Problem details »
Look through the data below for the string "Give", and copy every line where it turns up.

───── Exercise inputs ─────

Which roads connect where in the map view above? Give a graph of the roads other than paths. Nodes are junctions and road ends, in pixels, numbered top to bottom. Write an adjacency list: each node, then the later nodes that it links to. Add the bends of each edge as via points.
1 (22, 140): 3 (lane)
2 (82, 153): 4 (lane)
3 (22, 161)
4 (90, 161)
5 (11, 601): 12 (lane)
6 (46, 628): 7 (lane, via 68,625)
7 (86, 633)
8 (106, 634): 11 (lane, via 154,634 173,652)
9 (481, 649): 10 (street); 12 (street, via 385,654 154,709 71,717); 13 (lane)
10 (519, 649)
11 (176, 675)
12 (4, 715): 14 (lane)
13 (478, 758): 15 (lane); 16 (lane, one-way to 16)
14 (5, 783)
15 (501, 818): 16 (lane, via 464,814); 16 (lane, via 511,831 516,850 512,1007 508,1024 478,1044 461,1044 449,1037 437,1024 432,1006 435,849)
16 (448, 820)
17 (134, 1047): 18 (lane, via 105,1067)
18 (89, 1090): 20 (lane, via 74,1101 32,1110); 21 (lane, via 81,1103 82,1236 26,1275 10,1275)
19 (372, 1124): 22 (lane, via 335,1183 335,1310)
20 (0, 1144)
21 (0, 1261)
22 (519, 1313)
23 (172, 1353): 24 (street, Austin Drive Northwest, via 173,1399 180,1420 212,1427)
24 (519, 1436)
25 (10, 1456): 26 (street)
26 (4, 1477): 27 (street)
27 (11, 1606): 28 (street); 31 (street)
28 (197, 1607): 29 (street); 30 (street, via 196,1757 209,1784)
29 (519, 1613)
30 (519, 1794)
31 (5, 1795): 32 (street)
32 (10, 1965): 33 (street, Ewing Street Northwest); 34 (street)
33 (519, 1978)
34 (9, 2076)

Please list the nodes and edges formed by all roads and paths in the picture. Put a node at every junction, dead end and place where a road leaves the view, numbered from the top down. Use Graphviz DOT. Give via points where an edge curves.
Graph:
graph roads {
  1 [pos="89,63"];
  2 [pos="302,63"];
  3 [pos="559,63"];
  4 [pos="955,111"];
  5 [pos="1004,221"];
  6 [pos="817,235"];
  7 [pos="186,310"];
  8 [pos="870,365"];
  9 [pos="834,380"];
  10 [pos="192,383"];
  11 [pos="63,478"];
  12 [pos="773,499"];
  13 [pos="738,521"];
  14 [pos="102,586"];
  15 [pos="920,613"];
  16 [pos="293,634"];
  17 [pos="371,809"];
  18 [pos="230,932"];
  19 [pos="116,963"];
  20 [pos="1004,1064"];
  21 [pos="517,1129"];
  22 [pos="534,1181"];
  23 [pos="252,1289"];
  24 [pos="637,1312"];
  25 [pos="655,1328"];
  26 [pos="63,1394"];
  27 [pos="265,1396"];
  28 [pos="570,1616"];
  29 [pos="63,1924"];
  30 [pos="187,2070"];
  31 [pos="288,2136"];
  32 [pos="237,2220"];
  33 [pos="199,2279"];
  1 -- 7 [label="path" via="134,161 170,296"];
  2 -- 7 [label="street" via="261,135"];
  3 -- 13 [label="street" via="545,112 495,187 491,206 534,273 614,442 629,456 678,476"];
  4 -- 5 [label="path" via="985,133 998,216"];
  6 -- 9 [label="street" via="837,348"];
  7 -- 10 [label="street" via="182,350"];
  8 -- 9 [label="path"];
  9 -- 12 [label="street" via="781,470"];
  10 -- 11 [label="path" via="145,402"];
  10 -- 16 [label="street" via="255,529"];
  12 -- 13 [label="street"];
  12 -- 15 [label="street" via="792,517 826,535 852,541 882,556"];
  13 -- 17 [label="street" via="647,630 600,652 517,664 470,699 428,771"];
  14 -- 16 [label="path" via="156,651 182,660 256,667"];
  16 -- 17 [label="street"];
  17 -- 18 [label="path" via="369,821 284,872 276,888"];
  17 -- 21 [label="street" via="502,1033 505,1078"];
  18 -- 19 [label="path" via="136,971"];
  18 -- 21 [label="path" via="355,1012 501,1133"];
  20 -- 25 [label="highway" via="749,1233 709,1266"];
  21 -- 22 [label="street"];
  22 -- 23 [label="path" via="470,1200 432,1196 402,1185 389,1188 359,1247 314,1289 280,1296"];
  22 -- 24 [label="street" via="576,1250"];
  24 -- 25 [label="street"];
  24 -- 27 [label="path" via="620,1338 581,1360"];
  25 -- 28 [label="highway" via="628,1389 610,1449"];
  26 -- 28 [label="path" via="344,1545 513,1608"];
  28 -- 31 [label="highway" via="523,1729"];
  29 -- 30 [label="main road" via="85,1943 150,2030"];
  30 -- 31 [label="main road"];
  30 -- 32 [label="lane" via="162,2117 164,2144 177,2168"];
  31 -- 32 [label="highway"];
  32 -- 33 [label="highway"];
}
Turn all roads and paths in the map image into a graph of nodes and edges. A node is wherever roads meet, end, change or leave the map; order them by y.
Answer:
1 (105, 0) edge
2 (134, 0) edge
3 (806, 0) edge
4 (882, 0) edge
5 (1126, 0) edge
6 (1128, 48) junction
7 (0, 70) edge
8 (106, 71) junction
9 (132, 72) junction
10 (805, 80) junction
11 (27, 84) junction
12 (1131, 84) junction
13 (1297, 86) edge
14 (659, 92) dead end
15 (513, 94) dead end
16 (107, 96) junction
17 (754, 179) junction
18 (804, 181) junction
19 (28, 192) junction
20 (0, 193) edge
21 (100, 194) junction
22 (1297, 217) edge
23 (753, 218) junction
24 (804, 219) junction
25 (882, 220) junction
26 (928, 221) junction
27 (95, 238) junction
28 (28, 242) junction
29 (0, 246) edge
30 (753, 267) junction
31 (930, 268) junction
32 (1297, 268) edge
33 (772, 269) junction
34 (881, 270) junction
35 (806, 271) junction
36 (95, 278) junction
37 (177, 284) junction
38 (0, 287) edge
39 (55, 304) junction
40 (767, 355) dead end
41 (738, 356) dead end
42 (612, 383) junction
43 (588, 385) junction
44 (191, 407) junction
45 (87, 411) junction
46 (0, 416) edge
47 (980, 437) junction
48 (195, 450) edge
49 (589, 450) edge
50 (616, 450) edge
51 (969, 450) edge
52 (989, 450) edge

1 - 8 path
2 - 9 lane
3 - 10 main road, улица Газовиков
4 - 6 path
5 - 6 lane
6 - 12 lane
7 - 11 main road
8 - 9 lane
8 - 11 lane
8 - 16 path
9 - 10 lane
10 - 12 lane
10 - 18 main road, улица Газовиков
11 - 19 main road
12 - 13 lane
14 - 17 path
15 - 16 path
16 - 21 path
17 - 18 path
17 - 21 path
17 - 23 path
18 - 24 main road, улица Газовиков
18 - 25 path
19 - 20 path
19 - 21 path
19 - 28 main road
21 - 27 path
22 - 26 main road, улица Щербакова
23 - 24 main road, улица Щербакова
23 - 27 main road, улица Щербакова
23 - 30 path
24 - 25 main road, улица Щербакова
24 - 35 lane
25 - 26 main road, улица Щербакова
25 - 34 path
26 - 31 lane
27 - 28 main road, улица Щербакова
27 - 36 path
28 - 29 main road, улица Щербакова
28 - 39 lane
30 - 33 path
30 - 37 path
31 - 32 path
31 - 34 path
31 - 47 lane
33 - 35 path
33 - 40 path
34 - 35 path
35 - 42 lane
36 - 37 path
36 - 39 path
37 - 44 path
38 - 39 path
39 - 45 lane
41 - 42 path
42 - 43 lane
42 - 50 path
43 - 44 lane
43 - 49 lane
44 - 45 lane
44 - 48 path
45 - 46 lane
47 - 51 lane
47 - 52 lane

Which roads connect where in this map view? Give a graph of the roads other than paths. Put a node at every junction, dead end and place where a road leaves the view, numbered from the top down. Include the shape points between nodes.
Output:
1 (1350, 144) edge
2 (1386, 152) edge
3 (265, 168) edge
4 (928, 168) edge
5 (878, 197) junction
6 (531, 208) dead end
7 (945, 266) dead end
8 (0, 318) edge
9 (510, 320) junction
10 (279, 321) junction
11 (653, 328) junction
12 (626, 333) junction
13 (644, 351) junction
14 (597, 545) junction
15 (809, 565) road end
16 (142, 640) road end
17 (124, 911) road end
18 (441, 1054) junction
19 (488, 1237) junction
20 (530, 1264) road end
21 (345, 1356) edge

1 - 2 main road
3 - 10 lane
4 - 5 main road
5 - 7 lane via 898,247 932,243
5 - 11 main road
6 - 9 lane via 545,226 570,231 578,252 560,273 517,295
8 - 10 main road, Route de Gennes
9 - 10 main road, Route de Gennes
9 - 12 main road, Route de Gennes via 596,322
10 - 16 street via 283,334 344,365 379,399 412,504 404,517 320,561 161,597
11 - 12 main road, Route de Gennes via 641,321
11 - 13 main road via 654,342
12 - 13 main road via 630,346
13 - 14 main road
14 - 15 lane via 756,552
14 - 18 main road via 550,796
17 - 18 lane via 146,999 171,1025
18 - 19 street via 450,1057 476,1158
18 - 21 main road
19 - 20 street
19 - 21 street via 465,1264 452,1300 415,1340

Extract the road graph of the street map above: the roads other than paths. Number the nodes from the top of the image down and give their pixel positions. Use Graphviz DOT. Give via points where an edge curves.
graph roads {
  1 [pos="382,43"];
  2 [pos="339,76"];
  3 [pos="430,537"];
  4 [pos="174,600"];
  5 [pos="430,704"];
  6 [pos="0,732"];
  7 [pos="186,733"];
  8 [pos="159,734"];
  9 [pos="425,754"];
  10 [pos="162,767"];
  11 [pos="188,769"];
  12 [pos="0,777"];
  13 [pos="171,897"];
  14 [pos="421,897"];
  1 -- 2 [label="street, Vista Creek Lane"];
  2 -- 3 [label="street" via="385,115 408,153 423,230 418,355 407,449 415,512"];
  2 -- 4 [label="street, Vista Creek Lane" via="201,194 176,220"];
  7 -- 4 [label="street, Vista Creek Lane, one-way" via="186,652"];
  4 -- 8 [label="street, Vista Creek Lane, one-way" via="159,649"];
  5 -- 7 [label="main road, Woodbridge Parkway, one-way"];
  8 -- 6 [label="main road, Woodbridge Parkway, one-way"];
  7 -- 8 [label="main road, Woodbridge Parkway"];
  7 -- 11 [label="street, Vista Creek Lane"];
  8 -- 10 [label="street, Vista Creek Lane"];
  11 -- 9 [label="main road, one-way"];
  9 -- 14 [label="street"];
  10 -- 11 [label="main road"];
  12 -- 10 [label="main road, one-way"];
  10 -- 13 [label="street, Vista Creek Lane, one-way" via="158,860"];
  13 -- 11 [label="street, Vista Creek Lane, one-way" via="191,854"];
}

─────

Answer to the exercise »
Which roads connect where in the map view above? Give a graph of the roads other than paths. Nodes are junctions and road ends, in pixels, numbered top to bottom. Write an adjacency list: each node, then the later nodes that it links to. Add the bends of each edge as via points.
Please list the nodes and edges formed by all roads and paths in the picture. Put a node at every junction, dead end and place where a road leaves the view, numbered from the top down. Use Graphviz DOT. Give via points where an edge curves.
Which roads connect where in this map view? Give a graph of the roads other than paths. Put a node at every junction, dead end and place where a road leaves the view, numbered from the top down. Include the shape points between nodes.
Extract the road graph of the street map above: the roads other than paths. Number the nodes from the top of the image down and give their pixel positions. Use Graphviz DOT. Give via points where an edge curves.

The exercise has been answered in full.